Stored items:
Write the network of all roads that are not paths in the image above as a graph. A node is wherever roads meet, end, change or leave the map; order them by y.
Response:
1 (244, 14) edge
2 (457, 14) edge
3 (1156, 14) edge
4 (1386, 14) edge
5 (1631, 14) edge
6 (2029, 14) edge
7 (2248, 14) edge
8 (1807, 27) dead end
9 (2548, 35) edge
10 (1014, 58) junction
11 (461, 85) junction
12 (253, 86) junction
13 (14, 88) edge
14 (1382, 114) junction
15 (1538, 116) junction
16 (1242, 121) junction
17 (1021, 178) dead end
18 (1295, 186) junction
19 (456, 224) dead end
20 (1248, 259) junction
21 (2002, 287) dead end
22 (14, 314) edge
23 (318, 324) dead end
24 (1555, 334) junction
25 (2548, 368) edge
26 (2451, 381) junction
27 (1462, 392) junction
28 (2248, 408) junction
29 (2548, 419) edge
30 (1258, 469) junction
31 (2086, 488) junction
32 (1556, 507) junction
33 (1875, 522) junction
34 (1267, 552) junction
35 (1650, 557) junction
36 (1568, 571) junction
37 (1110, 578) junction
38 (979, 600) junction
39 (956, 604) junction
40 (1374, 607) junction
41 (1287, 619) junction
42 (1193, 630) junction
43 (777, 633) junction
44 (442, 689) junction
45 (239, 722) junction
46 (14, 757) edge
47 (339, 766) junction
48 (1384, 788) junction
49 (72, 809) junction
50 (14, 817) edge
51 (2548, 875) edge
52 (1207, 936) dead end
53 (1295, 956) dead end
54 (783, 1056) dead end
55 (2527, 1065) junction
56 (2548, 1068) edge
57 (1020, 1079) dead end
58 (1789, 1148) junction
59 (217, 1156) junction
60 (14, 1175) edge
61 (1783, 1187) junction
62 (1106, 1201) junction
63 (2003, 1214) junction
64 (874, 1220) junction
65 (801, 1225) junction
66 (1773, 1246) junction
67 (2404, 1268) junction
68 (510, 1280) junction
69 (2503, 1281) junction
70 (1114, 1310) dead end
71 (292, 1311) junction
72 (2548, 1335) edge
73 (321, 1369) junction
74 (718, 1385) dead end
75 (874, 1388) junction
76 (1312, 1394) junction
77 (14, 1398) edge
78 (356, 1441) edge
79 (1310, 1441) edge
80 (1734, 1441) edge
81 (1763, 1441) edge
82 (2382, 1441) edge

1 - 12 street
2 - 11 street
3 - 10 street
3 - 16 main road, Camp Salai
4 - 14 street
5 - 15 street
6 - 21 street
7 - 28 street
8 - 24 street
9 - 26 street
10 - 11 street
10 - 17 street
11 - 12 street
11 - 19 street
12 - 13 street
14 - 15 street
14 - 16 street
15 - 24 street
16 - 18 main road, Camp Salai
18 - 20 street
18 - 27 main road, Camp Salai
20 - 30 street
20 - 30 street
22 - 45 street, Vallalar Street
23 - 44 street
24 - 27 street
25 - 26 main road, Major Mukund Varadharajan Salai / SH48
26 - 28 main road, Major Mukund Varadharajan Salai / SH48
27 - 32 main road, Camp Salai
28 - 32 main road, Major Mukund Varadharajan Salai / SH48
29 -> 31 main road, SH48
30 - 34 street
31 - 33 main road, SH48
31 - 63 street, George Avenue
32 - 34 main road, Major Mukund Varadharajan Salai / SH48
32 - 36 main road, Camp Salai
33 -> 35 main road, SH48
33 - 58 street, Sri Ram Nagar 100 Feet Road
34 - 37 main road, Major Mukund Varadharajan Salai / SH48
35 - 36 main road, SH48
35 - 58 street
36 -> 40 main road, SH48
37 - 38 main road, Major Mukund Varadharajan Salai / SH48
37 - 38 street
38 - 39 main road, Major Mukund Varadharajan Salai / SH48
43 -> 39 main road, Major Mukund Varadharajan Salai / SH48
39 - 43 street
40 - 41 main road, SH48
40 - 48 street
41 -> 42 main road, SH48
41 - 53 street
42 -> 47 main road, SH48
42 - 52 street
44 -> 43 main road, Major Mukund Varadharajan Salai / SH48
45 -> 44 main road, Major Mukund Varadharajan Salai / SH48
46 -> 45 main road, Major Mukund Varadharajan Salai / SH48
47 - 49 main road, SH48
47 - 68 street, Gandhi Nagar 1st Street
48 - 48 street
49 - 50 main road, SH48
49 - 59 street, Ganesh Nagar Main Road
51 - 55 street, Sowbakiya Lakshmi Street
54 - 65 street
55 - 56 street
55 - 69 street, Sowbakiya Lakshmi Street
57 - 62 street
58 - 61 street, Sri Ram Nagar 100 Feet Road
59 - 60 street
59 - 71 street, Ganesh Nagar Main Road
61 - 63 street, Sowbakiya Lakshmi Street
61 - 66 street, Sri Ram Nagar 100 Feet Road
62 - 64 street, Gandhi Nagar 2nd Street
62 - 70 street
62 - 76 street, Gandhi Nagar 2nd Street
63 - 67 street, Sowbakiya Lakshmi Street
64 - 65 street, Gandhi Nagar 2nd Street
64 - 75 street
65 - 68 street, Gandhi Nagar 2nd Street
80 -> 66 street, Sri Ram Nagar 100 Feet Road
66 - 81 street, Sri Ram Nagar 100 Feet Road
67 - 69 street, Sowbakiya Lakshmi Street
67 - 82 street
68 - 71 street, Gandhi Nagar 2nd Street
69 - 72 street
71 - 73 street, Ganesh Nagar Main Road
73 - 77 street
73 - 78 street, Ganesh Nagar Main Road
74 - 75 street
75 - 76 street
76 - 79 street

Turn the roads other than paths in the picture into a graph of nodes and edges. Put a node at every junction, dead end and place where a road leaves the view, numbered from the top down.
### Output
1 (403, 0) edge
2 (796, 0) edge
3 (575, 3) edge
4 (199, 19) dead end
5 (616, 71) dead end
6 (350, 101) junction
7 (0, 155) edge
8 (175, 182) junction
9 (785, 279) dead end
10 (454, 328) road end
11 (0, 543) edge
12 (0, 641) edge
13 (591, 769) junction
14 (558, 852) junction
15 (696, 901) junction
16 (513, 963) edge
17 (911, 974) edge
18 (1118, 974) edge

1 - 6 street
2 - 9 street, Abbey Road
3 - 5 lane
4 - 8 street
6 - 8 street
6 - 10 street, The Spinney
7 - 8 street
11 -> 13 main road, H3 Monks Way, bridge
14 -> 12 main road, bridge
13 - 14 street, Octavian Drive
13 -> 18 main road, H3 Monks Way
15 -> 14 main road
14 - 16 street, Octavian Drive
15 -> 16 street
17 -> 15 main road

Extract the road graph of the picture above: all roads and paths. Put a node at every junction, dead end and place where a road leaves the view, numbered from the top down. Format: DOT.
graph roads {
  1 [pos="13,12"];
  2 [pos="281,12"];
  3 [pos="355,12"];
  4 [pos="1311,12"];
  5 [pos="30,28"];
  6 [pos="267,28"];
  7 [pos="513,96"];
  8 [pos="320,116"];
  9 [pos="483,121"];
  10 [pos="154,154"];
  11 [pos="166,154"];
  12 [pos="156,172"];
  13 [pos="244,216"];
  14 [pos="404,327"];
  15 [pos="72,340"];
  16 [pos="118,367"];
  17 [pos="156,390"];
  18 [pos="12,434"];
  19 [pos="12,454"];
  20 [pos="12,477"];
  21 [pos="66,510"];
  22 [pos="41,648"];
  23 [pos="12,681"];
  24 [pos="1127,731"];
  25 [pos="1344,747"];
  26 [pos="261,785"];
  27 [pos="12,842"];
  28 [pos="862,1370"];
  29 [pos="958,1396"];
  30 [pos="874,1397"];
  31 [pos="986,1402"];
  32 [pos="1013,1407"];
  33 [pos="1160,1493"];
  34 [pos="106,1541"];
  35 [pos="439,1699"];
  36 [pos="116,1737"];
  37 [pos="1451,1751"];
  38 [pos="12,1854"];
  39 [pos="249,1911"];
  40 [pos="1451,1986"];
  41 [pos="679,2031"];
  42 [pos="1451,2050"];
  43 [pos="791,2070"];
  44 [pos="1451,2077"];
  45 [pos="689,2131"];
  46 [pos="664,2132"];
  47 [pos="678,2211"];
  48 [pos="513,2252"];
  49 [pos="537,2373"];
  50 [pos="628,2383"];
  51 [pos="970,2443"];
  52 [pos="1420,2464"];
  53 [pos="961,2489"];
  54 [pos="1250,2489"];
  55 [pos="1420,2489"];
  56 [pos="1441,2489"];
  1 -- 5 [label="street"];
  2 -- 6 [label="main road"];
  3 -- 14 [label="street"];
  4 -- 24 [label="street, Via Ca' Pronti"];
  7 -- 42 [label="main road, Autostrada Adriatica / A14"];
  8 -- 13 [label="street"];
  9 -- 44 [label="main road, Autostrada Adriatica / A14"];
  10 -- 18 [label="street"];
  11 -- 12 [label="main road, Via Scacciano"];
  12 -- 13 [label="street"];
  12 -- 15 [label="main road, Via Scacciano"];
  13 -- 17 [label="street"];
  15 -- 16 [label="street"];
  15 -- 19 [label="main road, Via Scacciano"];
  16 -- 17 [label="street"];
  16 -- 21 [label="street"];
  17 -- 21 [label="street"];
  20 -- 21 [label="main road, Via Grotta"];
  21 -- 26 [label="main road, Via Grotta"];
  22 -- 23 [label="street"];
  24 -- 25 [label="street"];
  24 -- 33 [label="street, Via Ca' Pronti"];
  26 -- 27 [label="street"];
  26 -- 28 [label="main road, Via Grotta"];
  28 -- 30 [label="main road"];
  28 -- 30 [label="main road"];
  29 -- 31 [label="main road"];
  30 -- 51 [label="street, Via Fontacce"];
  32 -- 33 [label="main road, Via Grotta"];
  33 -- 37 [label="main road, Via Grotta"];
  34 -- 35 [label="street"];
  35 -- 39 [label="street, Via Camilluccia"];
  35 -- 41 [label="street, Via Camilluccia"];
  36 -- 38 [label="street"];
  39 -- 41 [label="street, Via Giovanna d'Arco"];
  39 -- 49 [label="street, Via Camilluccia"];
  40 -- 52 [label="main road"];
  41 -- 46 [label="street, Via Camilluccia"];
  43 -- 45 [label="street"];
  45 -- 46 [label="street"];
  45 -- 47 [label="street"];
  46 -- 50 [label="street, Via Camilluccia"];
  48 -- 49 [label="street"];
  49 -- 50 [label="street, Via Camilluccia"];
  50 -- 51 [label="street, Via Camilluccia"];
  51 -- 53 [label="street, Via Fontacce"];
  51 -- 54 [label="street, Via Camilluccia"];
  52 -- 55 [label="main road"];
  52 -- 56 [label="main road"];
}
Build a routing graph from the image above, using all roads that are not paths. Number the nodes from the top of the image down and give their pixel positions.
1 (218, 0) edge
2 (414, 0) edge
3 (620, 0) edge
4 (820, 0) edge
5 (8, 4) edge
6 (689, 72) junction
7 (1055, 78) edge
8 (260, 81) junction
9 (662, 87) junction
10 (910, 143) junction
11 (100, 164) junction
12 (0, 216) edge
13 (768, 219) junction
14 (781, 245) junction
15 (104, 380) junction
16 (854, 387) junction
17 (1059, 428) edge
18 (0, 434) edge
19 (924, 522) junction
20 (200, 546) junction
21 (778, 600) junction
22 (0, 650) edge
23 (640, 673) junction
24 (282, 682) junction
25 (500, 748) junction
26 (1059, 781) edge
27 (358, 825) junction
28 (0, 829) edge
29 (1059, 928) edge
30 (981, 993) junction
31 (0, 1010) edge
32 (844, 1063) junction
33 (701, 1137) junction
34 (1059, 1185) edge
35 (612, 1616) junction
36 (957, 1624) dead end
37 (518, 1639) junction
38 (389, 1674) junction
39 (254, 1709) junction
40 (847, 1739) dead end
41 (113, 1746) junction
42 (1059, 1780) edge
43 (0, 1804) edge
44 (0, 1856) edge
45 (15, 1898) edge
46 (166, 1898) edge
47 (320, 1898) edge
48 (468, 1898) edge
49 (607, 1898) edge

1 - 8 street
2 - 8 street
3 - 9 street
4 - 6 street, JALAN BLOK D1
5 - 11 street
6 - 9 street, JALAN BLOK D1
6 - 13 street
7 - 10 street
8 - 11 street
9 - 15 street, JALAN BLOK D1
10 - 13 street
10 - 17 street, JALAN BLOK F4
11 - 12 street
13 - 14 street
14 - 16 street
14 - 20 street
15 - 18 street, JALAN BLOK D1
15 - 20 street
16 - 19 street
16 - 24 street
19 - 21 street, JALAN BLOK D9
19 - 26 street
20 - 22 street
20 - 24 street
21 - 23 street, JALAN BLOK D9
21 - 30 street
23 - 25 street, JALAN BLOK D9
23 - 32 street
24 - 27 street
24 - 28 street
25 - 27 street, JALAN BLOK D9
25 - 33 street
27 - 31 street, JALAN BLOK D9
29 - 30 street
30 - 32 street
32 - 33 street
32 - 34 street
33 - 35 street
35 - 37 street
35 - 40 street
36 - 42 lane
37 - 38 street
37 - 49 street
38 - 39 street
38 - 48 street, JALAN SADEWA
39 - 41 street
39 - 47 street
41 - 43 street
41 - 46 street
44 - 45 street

## PROBLEM DESCRIPTION
Copy each line of the preceding data that contains the string "Fontacce".

## ANSWER TO THIS TASK
  30 -- 51 [label="street, Via Fontacce"];
  51 -- 53 [label="street, Via Fontacce"];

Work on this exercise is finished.